__Task to complete__. Every entry below is to be copied exactly, with nothing left out.

Data to use section start

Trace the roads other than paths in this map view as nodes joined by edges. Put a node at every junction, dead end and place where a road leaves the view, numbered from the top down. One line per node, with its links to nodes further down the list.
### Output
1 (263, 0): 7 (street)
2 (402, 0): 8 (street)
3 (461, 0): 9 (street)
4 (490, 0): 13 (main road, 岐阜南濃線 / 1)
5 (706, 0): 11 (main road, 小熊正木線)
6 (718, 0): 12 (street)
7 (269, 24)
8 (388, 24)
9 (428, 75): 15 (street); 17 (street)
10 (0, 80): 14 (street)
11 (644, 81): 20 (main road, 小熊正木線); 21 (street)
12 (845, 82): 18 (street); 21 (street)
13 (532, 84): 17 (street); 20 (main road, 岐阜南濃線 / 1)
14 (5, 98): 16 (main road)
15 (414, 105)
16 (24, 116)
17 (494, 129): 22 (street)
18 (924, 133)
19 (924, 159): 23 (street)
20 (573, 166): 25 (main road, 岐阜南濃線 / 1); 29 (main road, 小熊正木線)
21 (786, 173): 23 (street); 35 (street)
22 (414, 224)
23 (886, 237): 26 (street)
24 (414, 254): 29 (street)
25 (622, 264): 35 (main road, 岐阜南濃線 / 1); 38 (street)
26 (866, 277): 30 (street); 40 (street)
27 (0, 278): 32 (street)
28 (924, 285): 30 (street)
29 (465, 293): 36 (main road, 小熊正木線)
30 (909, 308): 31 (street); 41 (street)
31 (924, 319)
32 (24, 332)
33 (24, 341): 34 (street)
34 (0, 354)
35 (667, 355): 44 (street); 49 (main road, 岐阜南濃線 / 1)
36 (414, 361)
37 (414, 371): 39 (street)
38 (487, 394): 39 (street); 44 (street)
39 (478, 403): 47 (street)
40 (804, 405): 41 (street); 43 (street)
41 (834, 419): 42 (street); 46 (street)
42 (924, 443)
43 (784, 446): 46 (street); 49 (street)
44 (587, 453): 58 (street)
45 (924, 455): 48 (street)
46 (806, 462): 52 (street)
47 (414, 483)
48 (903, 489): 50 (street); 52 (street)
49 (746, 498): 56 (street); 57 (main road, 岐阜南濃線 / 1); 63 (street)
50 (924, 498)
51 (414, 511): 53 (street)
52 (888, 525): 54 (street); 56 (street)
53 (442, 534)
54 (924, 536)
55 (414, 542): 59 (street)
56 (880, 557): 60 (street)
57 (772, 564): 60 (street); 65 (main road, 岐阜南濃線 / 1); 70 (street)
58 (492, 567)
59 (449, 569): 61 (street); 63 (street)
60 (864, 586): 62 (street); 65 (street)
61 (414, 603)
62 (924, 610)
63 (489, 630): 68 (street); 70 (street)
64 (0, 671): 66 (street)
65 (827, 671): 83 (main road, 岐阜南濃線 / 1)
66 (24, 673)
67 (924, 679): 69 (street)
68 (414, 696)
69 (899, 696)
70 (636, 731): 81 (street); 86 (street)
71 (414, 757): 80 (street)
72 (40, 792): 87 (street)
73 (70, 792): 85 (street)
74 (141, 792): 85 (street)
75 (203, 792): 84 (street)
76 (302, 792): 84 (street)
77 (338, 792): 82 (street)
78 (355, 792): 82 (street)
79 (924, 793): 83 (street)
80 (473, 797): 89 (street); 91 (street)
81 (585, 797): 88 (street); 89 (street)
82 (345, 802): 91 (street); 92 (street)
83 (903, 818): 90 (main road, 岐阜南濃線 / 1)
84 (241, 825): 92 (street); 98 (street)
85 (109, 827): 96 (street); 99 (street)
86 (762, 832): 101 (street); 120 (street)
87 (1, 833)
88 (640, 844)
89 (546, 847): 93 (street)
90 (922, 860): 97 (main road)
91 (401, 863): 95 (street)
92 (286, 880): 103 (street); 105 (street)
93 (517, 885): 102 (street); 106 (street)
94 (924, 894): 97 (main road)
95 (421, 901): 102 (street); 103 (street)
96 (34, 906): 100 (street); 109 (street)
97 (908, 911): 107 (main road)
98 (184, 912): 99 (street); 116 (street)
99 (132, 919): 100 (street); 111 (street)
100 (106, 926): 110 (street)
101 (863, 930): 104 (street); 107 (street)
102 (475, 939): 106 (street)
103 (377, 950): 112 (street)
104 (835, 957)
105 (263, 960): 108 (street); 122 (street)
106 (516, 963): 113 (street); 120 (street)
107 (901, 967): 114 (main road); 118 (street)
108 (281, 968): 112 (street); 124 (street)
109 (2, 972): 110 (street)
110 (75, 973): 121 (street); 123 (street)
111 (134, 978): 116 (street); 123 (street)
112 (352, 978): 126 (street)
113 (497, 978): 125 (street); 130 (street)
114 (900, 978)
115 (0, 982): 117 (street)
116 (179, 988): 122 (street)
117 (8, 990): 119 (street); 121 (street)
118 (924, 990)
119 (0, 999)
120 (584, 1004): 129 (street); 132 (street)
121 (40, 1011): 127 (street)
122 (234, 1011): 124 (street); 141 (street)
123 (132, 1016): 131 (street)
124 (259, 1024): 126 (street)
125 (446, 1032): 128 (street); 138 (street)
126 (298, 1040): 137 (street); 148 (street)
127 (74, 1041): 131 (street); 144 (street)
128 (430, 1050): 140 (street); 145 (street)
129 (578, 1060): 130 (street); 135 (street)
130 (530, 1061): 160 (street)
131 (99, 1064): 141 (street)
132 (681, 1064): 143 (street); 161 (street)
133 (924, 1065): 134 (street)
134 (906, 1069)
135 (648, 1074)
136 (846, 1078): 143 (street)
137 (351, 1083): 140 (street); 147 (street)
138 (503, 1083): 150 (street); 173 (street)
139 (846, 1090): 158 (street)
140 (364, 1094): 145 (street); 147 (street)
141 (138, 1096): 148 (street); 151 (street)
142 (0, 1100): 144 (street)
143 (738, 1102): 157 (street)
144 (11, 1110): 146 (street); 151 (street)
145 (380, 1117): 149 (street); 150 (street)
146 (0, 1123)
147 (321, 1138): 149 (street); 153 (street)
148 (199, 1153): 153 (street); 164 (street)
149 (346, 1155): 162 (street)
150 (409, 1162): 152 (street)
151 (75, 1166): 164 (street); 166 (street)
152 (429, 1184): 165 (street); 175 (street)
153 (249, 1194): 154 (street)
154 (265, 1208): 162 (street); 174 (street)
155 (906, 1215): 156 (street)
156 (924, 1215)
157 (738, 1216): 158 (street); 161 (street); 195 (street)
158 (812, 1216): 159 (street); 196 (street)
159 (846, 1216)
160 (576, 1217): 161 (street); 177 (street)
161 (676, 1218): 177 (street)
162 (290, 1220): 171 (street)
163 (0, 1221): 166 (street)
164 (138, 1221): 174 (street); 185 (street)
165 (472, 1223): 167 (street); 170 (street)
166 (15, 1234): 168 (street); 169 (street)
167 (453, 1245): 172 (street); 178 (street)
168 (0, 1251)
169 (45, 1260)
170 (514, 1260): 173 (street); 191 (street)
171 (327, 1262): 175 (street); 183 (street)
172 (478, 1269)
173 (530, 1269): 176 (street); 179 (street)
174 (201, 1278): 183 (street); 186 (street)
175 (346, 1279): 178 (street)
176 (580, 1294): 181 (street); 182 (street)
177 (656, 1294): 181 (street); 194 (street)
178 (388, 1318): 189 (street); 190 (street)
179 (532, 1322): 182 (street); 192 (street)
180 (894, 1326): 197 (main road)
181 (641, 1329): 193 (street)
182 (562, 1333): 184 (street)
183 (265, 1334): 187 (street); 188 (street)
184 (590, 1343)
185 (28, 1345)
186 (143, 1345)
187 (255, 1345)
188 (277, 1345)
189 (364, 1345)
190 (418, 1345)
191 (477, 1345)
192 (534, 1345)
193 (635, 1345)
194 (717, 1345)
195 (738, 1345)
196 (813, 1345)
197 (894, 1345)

Data to use section end

__Completed task__.
Trace the roads other than paths in this map view as nodes joined by edges. Put a node at every junction, dead end and place where a road leaves the view, numbered from the top down. One line per node, with its links to nodes further down the list.
### Output
1 (263, 0): 7 (street)
2 (402, 0): 8 (street)
3 (461, 0): 9 (street)
4 (490, 0): 13 (main road, 岐阜南濃線 / 1)
5 (706, 0): 11 (main road, 小熊正木線)
6 (718, 0): 12 (street)
7 (269, 24)
8 (388, 24)
9 (428, 75): 15 (street); 17 (street)
10 (0, 80): 14 (street)
11 (644, 81): 20 (main road, 小熊正木線); 21 (street)
12 (845, 82): 18 (street); 21 (street)
13 (532, 84): 17 (street); 20 (main road, 岐阜南濃線 / 1)
14 (5, 98): 16 (main road)
15 (414, 105)
16 (24, 116)
17 (494, 129): 22 (street)
18 (924, 133)
19 (924, 159): 23 (street)
20 (573, 166): 25 (main road, 岐阜南濃線 / 1); 29 (main road, 小熊正木線)
21 (786, 173): 23 (street); 35 (street)
22 (414, 224)
23 (886, 237): 26 (street)
24 (414, 254): 29 (street)
25 (622, 264): 35 (main road, 岐阜南濃線 / 1); 38 (street)
26 (866, 277): 30 (street); 40 (street)
27 (0, 278): 32 (street)
28 (924, 285): 30 (street)
29 (465, 293): 36 (main road, 小熊正木線)
30 (909, 308): 31 (street); 41 (street)
31 (924, 319)
32 (24, 332)
33 (24, 341): 34 (street)
34 (0, 354)
35 (667, 355): 44 (street); 49 (main road, 岐阜南濃線 / 1)
36 (414, 361)
37 (414, 371): 39 (street)
38 (487, 394): 39 (street); 44 (street)
39 (478, 403): 47 (street)
40 (804, 405): 41 (street); 43 (street)
41 (834, 419): 42 (street); 46 (street)
42 (924, 443)
43 (784, 446): 46 (street); 49 (street)
44 (587, 453): 58 (street)
45 (924, 455): 48 (street)
46 (806, 462): 52 (street)
47 (414, 483)
48 (903, 489): 50 (street); 52 (street)
49 (746, 498): 56 (street); 57 (main road, 岐阜南濃線 / 1); 63 (street)
50 (924, 498)
51 (414, 511): 53 (street)
52 (888, 525): 54 (street); 56 (street)
53 (442, 534)
54 (924, 536)
55 (414, 542): 59 (street)
56 (880, 557): 60 (street)
57 (772, 564): 60 (street); 65 (main road, 岐阜南濃線 / 1); 70 (street)
58 (492, 567)
59 (449, 569): 61 (street); 63 (street)
60 (864, 586): 62 (street); 65 (street)
61 (414, 603)
62 (924, 610)
63 (489, 630): 68 (street); 70 (street)
64 (0, 671): 66 (street)
65 (827, 671): 83 (main road, 岐阜南濃線 / 1)
66 (24, 673)
67 (924, 679): 69 (street)
68 (414, 696)
69 (899, 696)
70 (636, 731): 81 (street); 86 (street)
71 (414, 757): 80 (street)
72 (40, 792): 87 (street)
73 (70, 792): 85 (street)
74 (141, 792): 85 (street)
75 (203, 792): 84 (street)
76 (302, 792): 84 (street)
77 (338, 792): 82 (street)
78 (355, 792): 82 (street)
79 (924, 793): 83 (street)
80 (473, 797): 89 (street); 91 (street)
81 (585, 797): 88 (street); 89 (street)
82 (345, 802): 91 (street); 92 (street)
83 (903, 818): 90 (main road, 岐阜南濃線 / 1)
84 (241, 825): 92 (street); 98 (street)
85 (109, 827): 96 (street); 99 (street)
86 (762, 832): 101 (street); 120 (street)
87 (1, 833)
88 (640, 844)
89 (546, 847): 93 (street)
90 (922, 860): 97 (main road)
91 (401, 863): 95 (street)
92 (286, 880): 103 (street); 105 (street)
93 (517, 885): 102 (street); 106 (street)
94 (924, 894): 97 (main road)
95 (421, 901): 102 (street); 103 (street)
96 (34, 906): 100 (street); 109 (street)
97 (908, 911): 107 (main road)
98 (184, 912): 99 (street); 116 (street)
99 (132, 919): 100 (street); 111 (street)
100 (106, 926): 110 (street)
101 (863, 930): 104 (street); 107 (street)
102 (475, 939): 106 (street)
103 (377, 950): 112 (street)
104 (835, 957)
105 (263, 960): 108 (street); 122 (street)
106 (516, 963): 113 (street); 120 (street)
107 (901, 967): 114 (main road); 118 (street)
108 (281, 968): 112 (street); 124 (street)
109 (2, 972): 110 (street)
110 (75, 973): 121 (street); 123 (street)
111 (134, 978): 116 (street); 123 (street)
112 (352, 978): 126 (street)
113 (497, 978): 125 (street); 130 (street)
114 (900, 978)
115 (0, 982): 117 (street)
116 (179, 988): 122 (street)
117 (8, 990): 119 (street); 121 (street)
118 (924, 990)
119 (0, 999)
120 (584, 1004): 129 (street); 132 (street)
121 (40, 1011): 127 (street)
122 (234, 1011): 124 (street); 141 (street)
123 (132, 1016): 131 (street)
124 (259, 1024): 126 (street)
125 (446, 1032): 128 (street); 138 (street)
126 (298, 1040): 137 (street); 148 (street)
127 (74, 1041): 131 (street); 144 (street)
128 (430, 1050): 140 (street); 145 (street)
129 (578, 1060): 130 (street); 135 (street)
130 (530, 1061): 160 (street)
131 (99, 1064): 141 (street)
132 (681, 1064): 143 (street); 161 (street)
133 (924, 1065): 134 (street)
134 (906, 1069)
135 (648, 1074)
136 (846, 1078): 143 (street)
137 (351, 1083): 140 (street); 147 (street)
138 (503, 1083): 150 (street); 173 (street)
139 (846, 1090): 158 (street)
140 (364, 1094): 145 (street); 147 (street)
141 (138, 1096): 148 (street); 151 (street)
142 (0, 1100): 144 (street)
143 (738, 1102): 157 (street)
144 (11, 1110): 146 (street); 151 (street)
145 (380, 1117): 149 (street); 150 (street)
146 (0, 1123)
147 (321, 1138): 149 (street); 153 (street)
148 (199, 1153): 153 (street); 164 (street)
149 (346, 1155): 162 (street)
150 (409, 1162): 152 (street)
151 (75, 1166): 164 (street); 166 (street)
152 (429, 1184): 165 (street); 175 (street)
153 (249, 1194): 154 (street)
154 (265, 1208): 162 (street); 174 (street)
155 (906, 1215): 156 (street)
156 (924, 1215)
157 (738, 1216): 158 (street); 161 (street); 195 (street)
158 (812, 1216): 159 (street); 196 (street)
159 (846, 1216)
160 (576, 1217): 161 (street); 177 (street)
161 (676, 1218): 177 (street)
162 (290, 1220): 171 (street)
163 (0, 1221): 166 (street)
164 (138, 1221): 174 (street); 185 (street)
165 (472, 1223): 167 (street); 170 (street)
166 (15, 1234): 168 (street); 169 (street)
167 (453, 1245): 172 (street); 178 (street)
168 (0, 1251)
169 (45, 1260)
170 (514, 1260): 173 (street); 191 (street)
171 (327, 1262): 175 (street); 183 (street)
172 (478, 1269)
173 (530, 1269): 176 (street); 179 (street)
174 (201, 1278): 183 (street); 186 (street)
175 (346, 1279): 178 (street)
176 (580, 1294): 181 (street); 182 (street)
177 (656, 1294): 181 (street); 194 (street)
178 (388, 1318): 189 (street); 190 (street)
179 (532, 1322): 182 (street); 192 (street)
180 (894, 1326): 197 (main road)
181 (641, 1329): 193 (street)
182 (562, 1333): 184 (street)
183 (265, 1334): 187 (street); 188 (street)
184 (590, 1343)
185 (28, 1345)
186 (143, 1345)
187 (255, 1345)
188 (277, 1345)
189 (364, 1345)
190 (418, 1345)
191 (477, 1345)
192 (534, 1345)
193 (635, 1345)
194 (717, 1345)
195 (738, 1345)
196 (813, 1345)
197 (894, 1345)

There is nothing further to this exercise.